Unit 4
Failures and Their Classification:
Definition: A failure in a distributed database system refers to any event that disrupts the normal
operation of the system, resulting in the loss of data consistency, availability, or reliability.
Types of Failures:
 - Hardware Failures: Failures in physical components such as servers, disks, or network devices.
 - Software Failures: Errors or bugs in the software components of the database system, such as the
database management system (DBMS) or applications.
 - Network Failures: Communication failures or network outages that prevent data transmission
between distributed nodes.
  - Site Failures: Failures that affect an entire site or data center, resulting in the loss of access to all
resources hosted at that location.
 - Media Failures: Physical damage or corruption to storage media, such as disks or tapes, leading to
data loss or corruption.
Classification:
  - Transient Failures: Temporary failures that can be recovered from quickly, such as a network
glitch or a brief power outage.
  - Permanent Failures: Irreversible failures that require more extensive recovery procedures, such
as hardware failures or data corruption.
__________________________________________________________________________________
Checkpoints and Recovery:
1. Checkpoints:
  - Definition: Checkpoints are predefined moments in time when the state of a distributed database
system is saved to stable storage, allowing recovery to a consistent state after a failure.

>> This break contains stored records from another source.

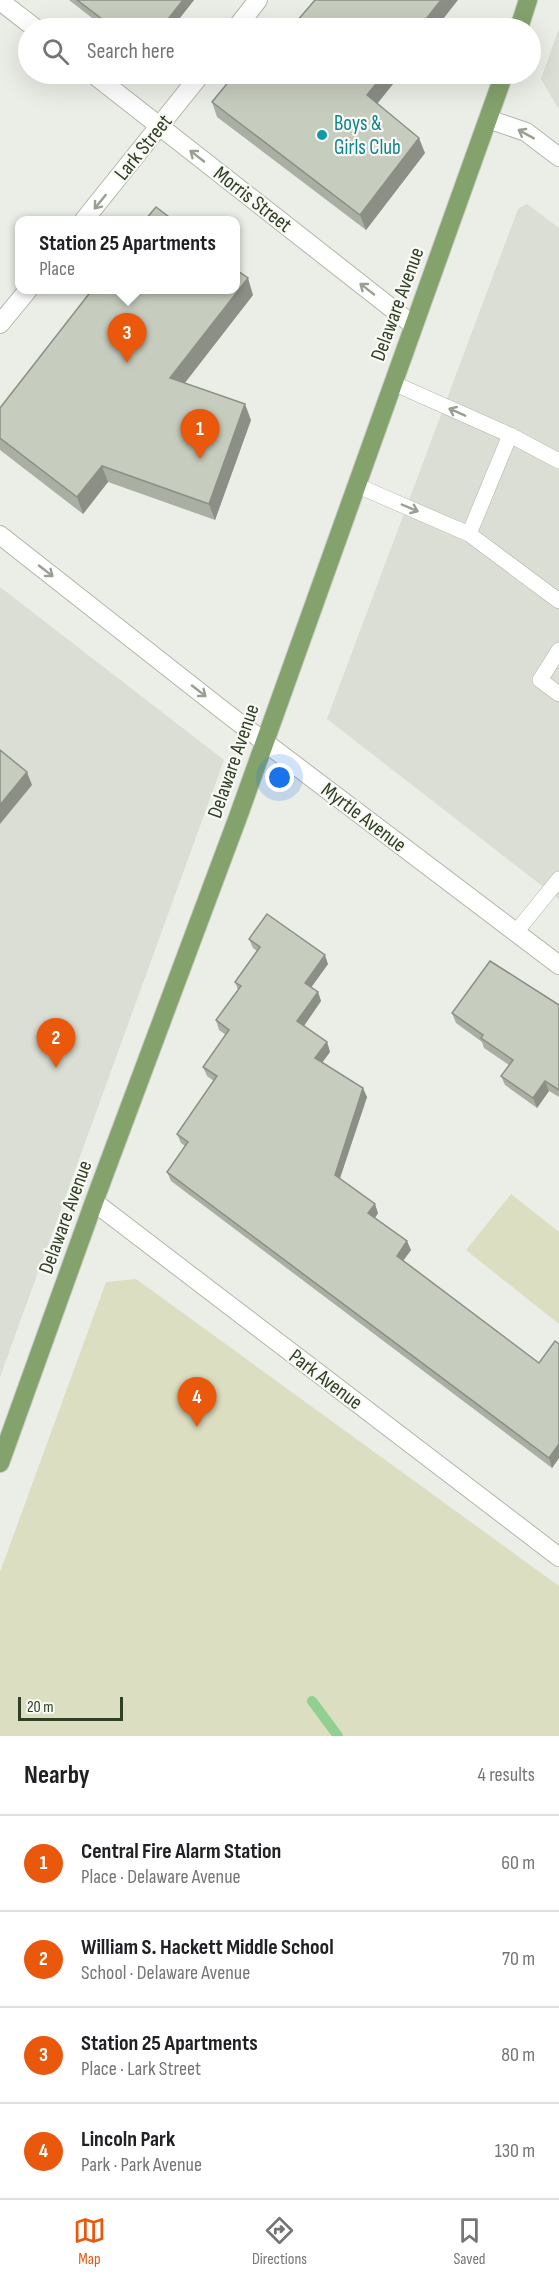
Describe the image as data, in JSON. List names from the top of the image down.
{
  "streets": {
    "main road": ["Delaware Avenue"],
    "street": [
      "Lark Street",
      "Morris Street",
      "Myrtle Avenue",
      "Park Avenue"
    ]
  },
  "crossings": [
    ["Lark Street", "Morris Street"],
    ["Morris Street", "Delaware Avenue"],
    ["Delaware Avenue", "Myrtle Avenue"],
    ["Delaware Avenue", "Park Avenue"]
  ],
  "one_way": ["Lark Street", "Morris Street", "Myrtle Avenue"],
  "places": ["Boys & Girls Club"],
  "scale_bar": "20 m",
  "page": {
    "search": "Search here",
    "popup": ["Station 25 Apartments", "Place"],
    "pins": [
      "3",
      "1",
      "2",
      "4"
    ],
    "scale": "20 m",
    "heading": ["Nearby", "4 results"],
    "list": [
      {
        "mark": "1",
        "name": "Central Fire Alarm Station",
        "note": "Place · Delaware Avenue",
        "value": "60 m"
      },
      {
        "mark": "2",
        "name": "William S. Hackett Middle School",
        "note": "School · Delaware Avenue",
        "value": "70 m"
      },
      {
        "mark": "3",
        "name": "Station 25 Apartments",
        "note": "Place · Lark Street",
        "value": "80 m"
      },
      {
        "mark": "4",
        "name": "Lincoln Park",
        "note": "Park · Park Avenue",
        "value": "130 m"
      }
    ],
    "nav": ["Map", "Directions", "Saved"]
  }
}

 - Purpose: Checkpoints help reduce the amount of work needed during recovery by providing a
consistent starting point.
 - Types:
   - Periodic Checkpoints: Scheduled at regular intervals to save the current state of the system.
   - Forced Checkpoints: Triggered manually or automatically in response to specific events, such as
transaction commits or system checkpoints.
2. Recovery:
 - Definition: Recovery in a distributed database system involves restoring the system to a
consistent state after a failure occurs.
 - Phases:
  - Analysis: Identifying the transactions that were in progress at the time of failure and
determining the necessary actions for recovery.

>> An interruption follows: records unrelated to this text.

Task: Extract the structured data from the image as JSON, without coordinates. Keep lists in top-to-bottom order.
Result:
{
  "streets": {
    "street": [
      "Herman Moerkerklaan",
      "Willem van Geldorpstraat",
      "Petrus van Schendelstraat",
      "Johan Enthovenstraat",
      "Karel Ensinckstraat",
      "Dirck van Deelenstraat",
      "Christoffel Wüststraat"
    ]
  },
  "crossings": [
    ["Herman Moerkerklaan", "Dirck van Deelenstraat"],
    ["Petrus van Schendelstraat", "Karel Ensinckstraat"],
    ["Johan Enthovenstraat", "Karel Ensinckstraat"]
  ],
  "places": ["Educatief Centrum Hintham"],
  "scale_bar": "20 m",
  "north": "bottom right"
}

   - Undo: Reverting the effects of incomplete transactions by rolling them back to their pre-failure
state.
  - Redo: Reapplying the effects of committed transactions that were lost due to the failure.
 - Techniques:
   - Backward Recovery: Reverting to a previous consistent state and replaying transactions from
that point forward.
   - Forward Recovery: Applying recovery actions directly to the current state of the system without
reverting to a previous state.
3. Recovery Protocols:
  - Two-Phase Commit (2PC): Ensures atomicity and durability of distributed transactions by
coordinating commit or rollback decisions among participating nodes.

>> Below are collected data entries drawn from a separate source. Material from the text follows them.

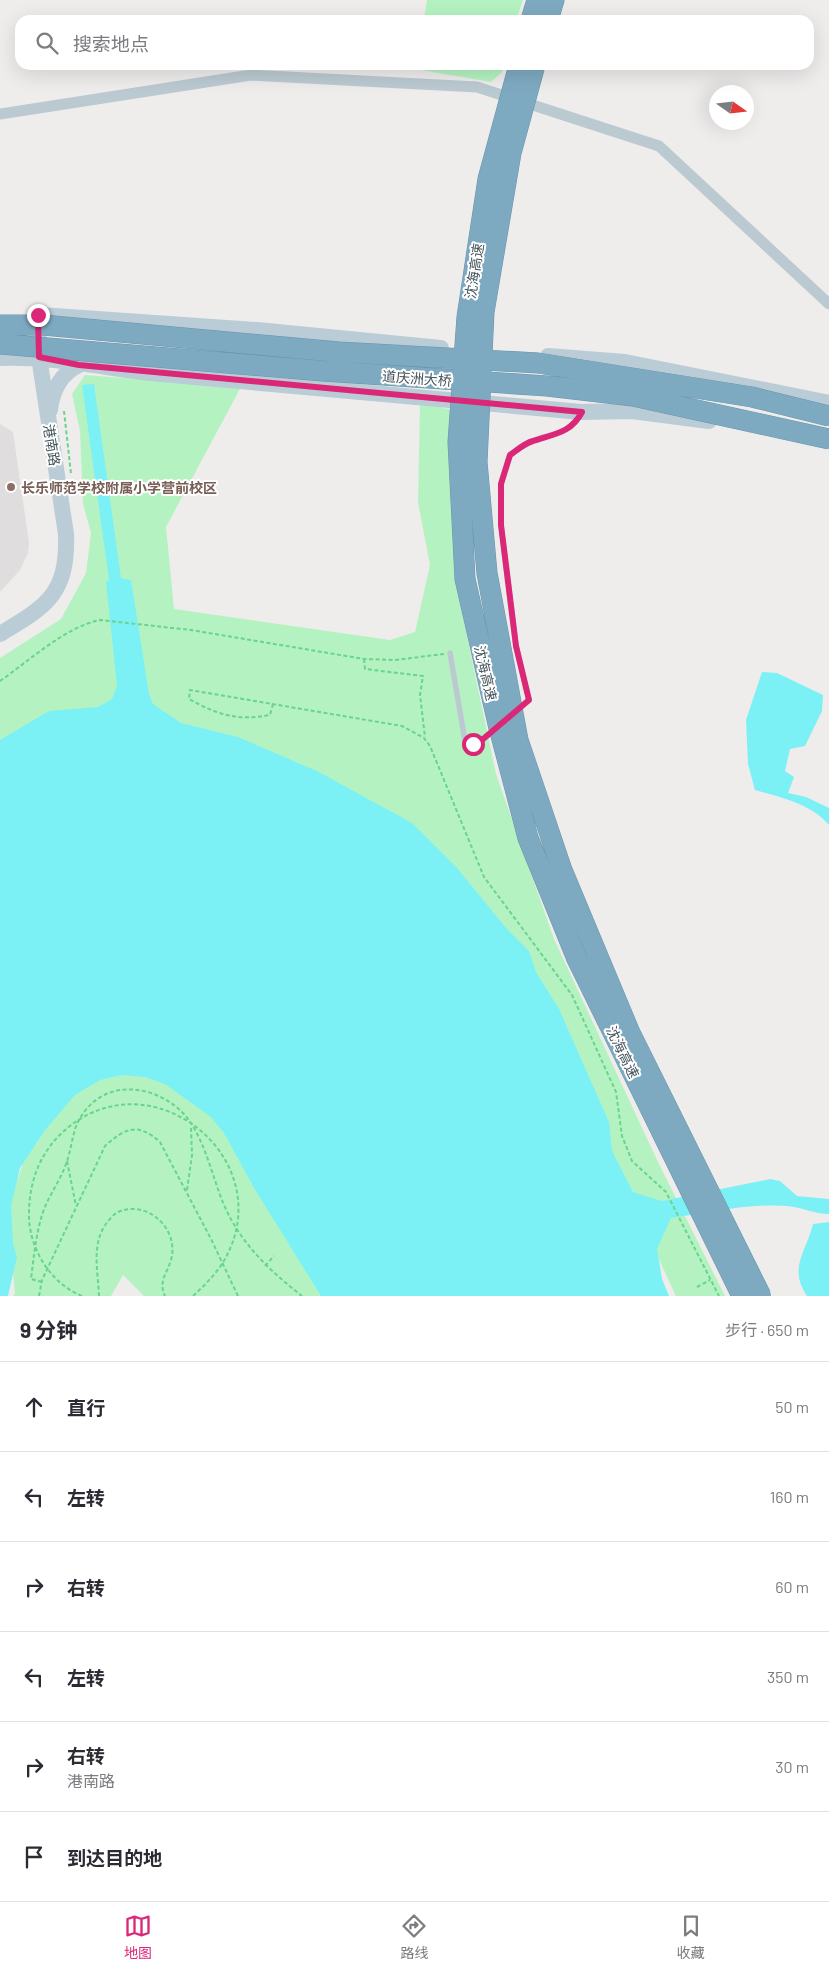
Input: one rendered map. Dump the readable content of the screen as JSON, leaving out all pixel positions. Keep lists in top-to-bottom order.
{
  "streets": {
    "highway": ["沈海高速", "道庆洲大桥"],
    "main road": ["港南路"]
  },
  "places": ["长乐师范学校附属小学营前校区"],
  "north": "right",
  "page": {
    "search": "搜索地点",
    "heading": ["9 分钟", "步行 · 650 m"],
    "list": [
      ["直行", "50 m"],
      ["左转", "160 m"],
      ["右转", "60 m"],
      ["左转", "350 m"],
      ["右转", "港南路", "30 m"],
      "到达目的地"
    ],
    "nav": ["地图", "路线", "收藏"]
  }
}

 - Three-Phase Commit (3PC): Enhances the reliability of 2PC by introducing a prepare phase to
handle failure scenarios more robustly.
Process Resilience
Definition: Process resilience refers to the ability of a system or application to continue functioning
despite failures or disruptions.
Fault Tolerance:
 - Redundancy: Introducing duplicate processes or components to ensure continued operation if
one fails.
 - Failure Detection: Detecting failures quickly to initiate recovery processes.
  - Recovery Mechanisms: Implementing strategies such as checkpointing and rollback to recover
from failures.
Techniques -
Replication: Running multiple instances of a process on different nodes to tolerate failures.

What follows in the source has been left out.